# TASK DIRECTIONS
Copy each line of the records that contains the word "OLINES".

# RECORDED INFORMATION
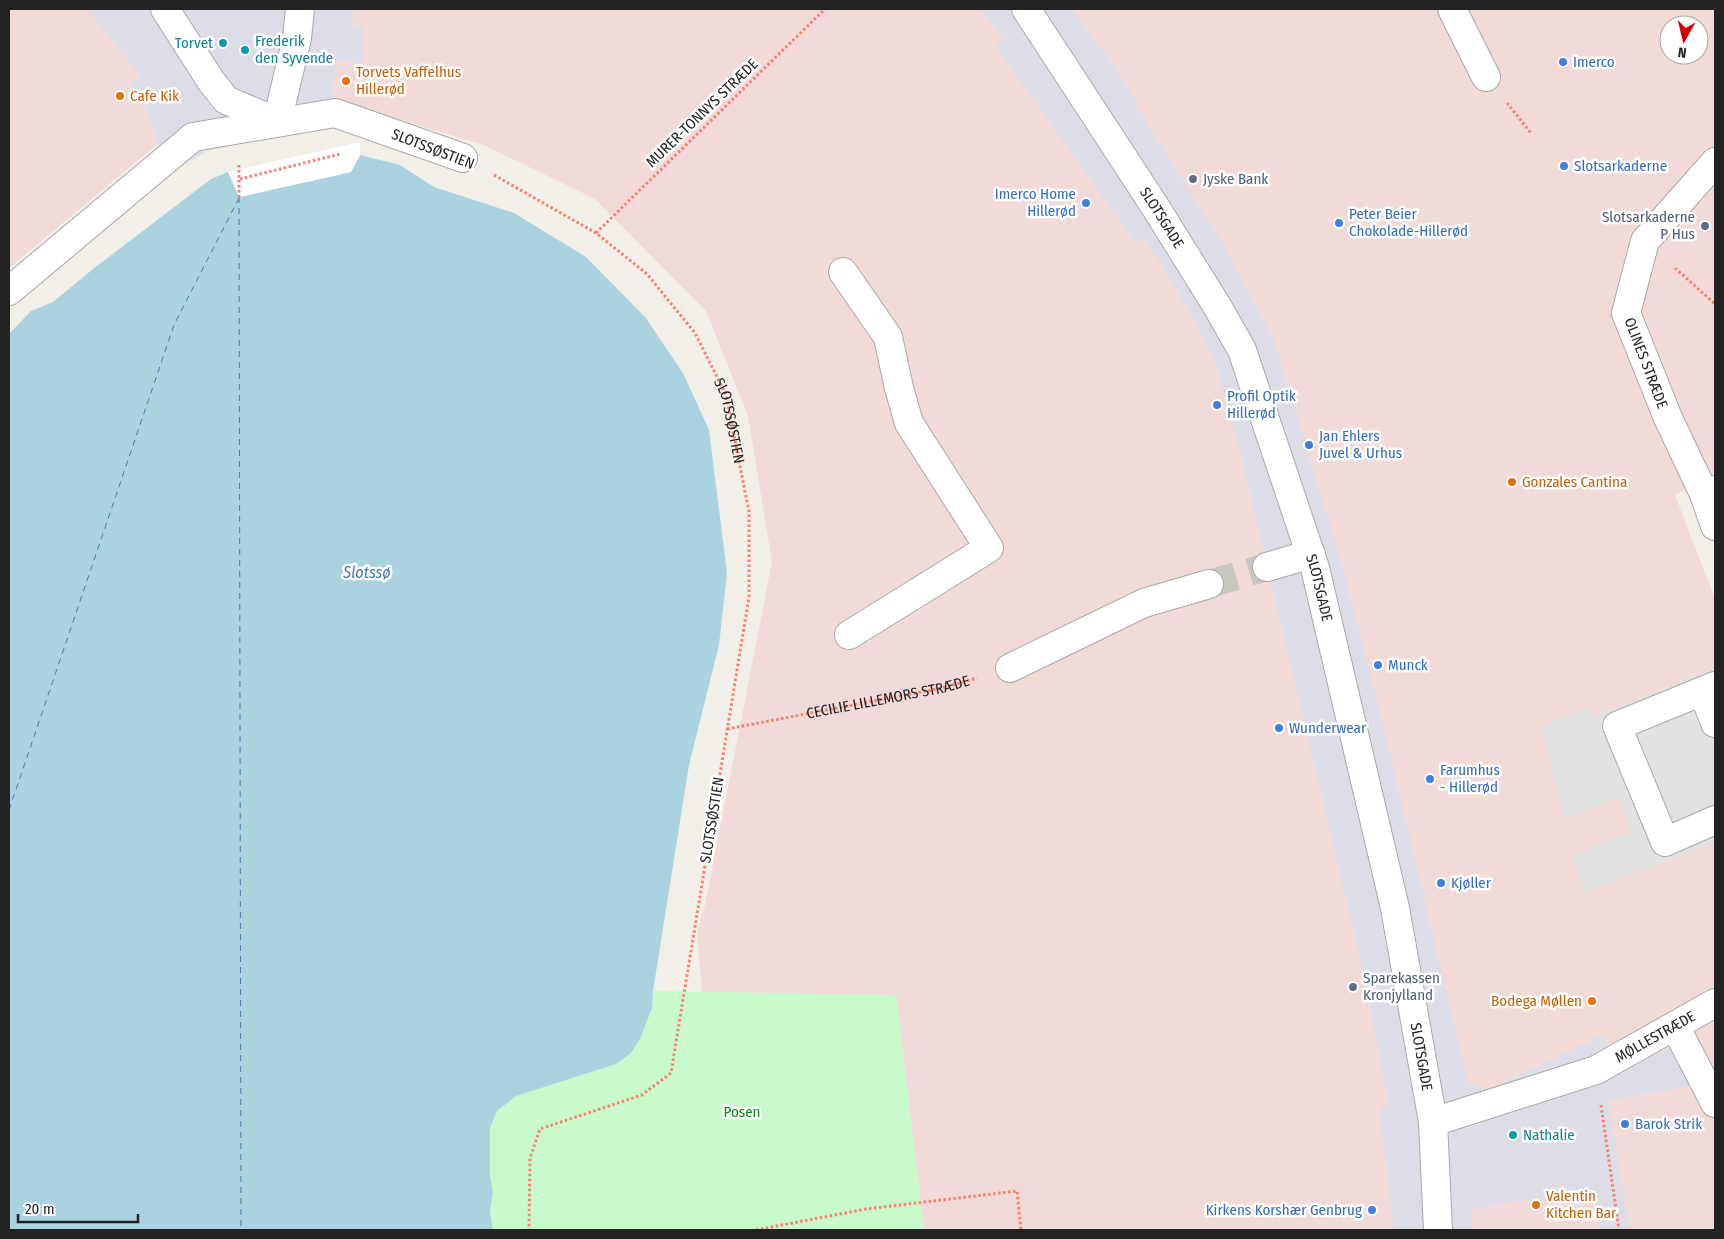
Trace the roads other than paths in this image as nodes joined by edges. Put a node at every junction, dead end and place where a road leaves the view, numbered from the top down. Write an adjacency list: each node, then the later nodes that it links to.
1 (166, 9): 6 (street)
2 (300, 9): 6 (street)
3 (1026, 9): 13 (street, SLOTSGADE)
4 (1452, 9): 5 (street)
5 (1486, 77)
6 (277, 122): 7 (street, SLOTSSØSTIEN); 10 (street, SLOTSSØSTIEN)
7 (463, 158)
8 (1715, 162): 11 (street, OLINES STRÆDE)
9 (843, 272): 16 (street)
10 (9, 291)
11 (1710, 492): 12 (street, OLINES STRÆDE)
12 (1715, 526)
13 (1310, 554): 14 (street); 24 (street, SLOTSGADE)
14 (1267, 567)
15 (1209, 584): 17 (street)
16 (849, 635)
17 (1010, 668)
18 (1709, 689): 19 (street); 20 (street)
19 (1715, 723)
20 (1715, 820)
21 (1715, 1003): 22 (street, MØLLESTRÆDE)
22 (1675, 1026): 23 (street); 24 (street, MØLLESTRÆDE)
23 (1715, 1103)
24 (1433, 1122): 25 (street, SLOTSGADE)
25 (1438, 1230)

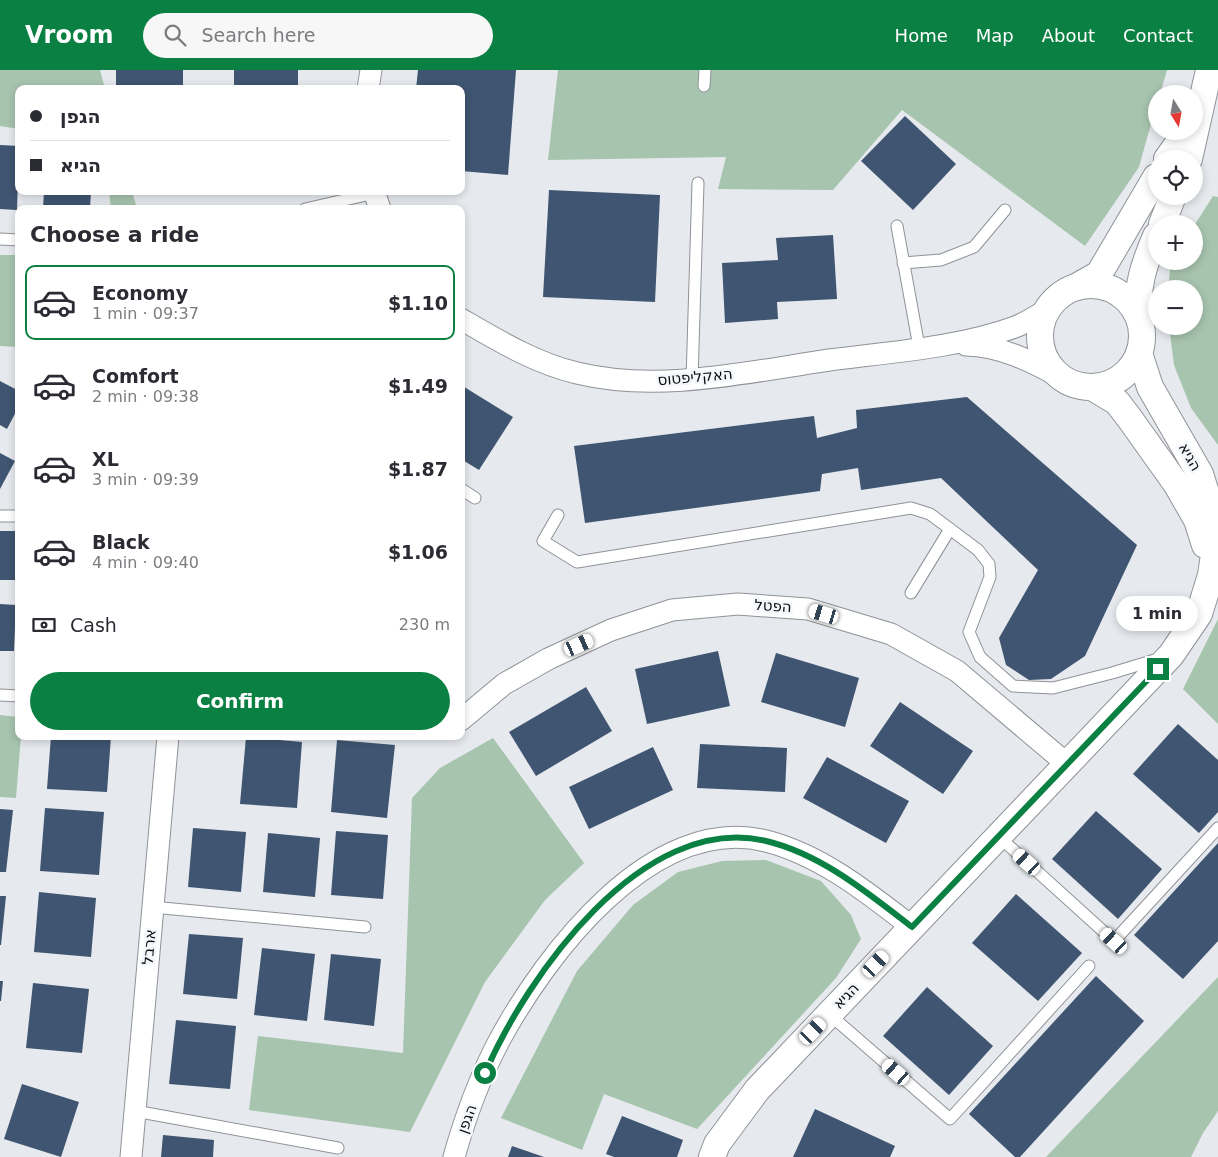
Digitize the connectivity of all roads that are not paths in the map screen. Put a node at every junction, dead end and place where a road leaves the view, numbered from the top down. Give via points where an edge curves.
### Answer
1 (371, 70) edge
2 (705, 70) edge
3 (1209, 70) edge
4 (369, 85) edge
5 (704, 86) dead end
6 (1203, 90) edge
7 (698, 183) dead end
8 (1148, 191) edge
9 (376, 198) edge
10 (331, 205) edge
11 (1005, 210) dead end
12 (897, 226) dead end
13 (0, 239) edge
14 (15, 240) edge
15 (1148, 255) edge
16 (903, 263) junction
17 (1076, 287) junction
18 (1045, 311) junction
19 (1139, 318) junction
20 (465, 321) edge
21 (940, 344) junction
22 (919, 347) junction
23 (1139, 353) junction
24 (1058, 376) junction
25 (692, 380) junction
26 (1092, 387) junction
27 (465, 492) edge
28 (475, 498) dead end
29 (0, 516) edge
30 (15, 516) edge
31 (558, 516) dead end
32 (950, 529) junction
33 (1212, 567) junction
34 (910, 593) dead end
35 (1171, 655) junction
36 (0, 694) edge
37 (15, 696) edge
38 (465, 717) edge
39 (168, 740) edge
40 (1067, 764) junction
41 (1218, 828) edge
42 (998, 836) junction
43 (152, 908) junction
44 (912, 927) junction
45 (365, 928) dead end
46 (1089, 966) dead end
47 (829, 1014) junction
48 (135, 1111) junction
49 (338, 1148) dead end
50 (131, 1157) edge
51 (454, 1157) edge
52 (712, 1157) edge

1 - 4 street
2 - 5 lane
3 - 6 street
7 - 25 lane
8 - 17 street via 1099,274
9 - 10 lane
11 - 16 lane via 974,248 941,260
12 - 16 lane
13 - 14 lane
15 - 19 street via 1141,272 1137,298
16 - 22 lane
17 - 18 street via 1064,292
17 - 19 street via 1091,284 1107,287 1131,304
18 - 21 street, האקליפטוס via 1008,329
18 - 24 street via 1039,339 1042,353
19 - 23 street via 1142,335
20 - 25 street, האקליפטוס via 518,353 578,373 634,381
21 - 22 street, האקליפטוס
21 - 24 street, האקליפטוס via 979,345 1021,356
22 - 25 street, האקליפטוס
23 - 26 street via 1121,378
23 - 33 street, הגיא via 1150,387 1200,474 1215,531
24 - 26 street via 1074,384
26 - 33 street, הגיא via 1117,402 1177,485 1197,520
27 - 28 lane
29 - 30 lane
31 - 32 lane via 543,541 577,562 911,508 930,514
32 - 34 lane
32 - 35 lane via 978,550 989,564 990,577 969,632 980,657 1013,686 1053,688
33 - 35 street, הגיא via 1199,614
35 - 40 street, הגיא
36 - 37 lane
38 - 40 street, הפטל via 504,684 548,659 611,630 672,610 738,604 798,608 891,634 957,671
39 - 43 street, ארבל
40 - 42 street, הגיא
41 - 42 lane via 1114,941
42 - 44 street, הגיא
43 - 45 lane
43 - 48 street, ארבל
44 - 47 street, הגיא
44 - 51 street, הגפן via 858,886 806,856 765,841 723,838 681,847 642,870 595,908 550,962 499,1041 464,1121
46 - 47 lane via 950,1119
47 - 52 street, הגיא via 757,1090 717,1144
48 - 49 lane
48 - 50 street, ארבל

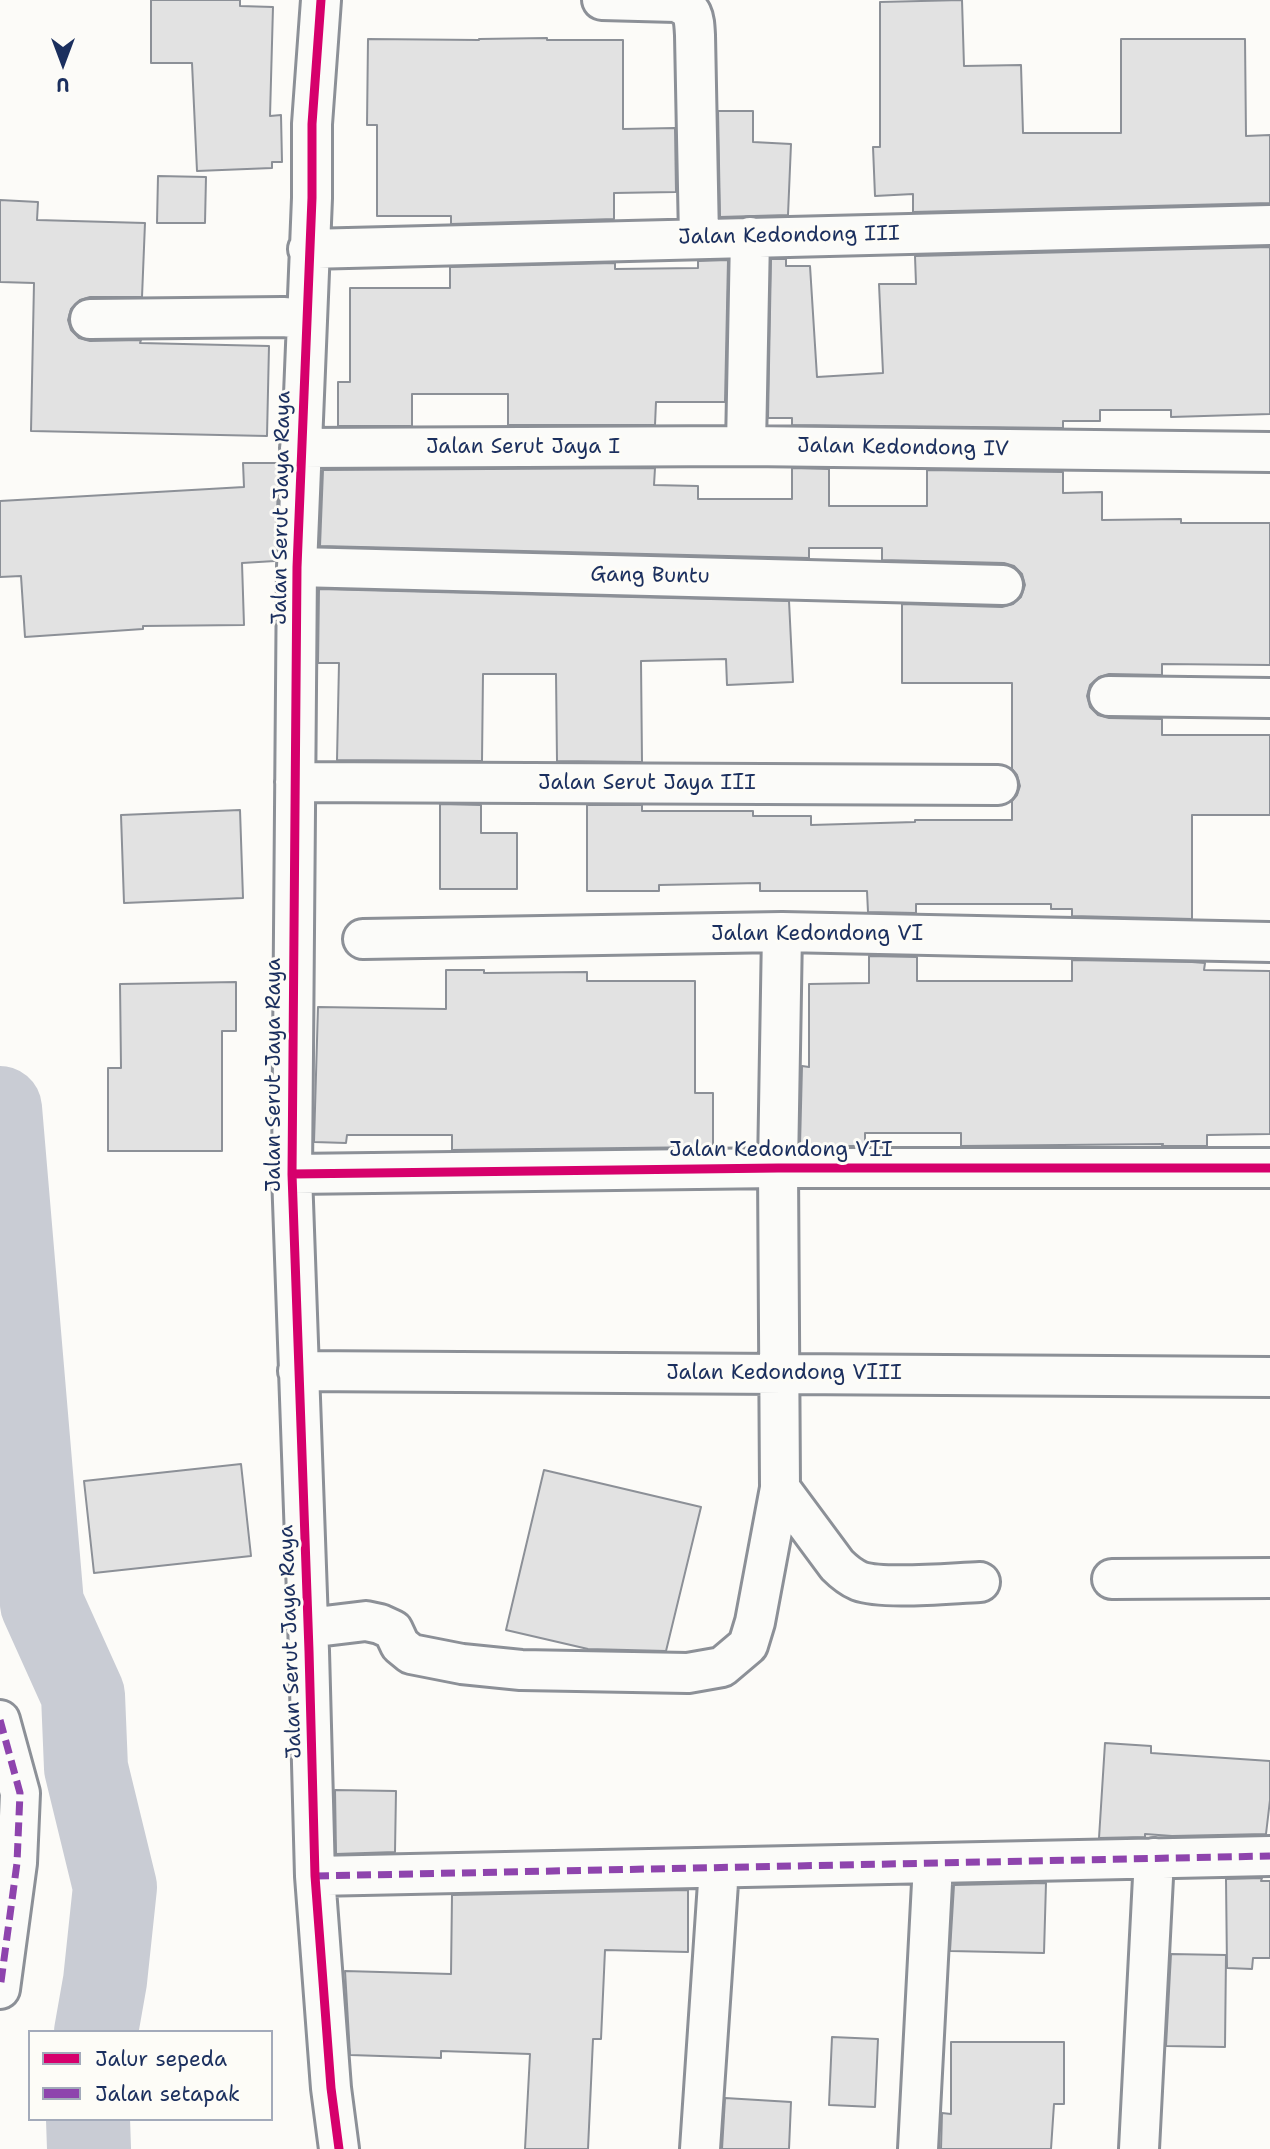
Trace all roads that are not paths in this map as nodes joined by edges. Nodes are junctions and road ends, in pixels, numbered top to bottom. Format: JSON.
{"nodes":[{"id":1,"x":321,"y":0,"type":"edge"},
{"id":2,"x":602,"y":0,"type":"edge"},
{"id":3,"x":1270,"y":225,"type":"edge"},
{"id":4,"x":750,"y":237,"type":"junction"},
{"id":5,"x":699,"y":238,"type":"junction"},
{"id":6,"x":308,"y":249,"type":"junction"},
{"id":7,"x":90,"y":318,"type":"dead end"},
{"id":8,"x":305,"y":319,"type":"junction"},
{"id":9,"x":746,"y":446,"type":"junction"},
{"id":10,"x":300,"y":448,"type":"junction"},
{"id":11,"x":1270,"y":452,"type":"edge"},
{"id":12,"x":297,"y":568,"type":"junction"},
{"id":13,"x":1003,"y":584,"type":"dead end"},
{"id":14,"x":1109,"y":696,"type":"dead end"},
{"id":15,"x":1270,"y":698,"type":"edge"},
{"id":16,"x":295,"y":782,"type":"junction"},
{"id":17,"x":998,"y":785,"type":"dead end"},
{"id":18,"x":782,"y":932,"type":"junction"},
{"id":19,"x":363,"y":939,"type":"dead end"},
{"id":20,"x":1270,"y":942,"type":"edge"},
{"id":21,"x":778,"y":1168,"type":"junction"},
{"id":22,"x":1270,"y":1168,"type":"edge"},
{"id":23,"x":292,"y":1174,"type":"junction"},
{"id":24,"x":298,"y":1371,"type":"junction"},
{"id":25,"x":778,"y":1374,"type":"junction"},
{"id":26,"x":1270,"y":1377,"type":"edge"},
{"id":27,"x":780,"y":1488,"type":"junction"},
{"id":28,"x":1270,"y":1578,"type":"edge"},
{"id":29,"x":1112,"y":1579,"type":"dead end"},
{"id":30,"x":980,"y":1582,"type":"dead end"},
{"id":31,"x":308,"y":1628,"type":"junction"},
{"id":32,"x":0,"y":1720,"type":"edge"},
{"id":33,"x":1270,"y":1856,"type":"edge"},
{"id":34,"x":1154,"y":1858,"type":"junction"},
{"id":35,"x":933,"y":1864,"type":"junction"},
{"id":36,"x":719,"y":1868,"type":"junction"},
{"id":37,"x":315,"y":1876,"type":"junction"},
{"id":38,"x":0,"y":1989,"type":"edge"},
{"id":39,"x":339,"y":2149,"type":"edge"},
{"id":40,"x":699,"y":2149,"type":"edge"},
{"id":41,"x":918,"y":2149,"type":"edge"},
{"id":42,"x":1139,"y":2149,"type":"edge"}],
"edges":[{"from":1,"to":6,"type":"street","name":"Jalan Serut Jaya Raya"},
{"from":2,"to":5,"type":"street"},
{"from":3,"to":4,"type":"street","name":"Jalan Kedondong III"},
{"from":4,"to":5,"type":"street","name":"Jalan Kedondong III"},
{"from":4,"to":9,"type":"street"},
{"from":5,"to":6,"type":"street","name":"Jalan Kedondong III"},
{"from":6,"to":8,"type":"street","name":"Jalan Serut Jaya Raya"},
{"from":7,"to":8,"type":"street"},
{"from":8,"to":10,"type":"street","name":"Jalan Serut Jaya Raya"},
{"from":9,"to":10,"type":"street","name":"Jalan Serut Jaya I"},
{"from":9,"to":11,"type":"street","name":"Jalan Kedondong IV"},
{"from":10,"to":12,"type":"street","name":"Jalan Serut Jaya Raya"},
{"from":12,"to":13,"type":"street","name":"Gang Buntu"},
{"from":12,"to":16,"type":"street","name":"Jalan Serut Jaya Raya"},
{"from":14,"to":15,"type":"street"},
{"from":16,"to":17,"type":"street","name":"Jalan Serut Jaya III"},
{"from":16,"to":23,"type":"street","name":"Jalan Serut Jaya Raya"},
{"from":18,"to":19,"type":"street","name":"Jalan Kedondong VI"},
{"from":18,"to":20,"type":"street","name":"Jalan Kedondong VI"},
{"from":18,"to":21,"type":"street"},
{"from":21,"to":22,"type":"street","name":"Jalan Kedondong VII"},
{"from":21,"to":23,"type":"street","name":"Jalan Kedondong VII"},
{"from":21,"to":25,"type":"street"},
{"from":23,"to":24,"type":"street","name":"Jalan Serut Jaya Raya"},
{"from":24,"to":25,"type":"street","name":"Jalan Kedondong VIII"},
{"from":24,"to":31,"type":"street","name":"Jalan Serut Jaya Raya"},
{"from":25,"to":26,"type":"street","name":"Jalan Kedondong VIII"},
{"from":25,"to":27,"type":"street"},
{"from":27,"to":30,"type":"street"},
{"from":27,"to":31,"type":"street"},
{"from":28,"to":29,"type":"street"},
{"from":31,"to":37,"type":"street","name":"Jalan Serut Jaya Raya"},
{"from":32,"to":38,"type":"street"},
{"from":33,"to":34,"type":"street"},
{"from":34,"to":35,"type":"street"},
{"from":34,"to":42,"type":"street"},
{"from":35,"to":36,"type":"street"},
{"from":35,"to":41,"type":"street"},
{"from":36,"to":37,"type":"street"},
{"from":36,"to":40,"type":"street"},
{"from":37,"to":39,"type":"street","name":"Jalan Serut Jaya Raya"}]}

# EXPECTED ANSWER
8 (1715, 162): 11 (street, OLINES STRÆDE)
11 (1710, 492): 12 (street, OLINES STRÆDE)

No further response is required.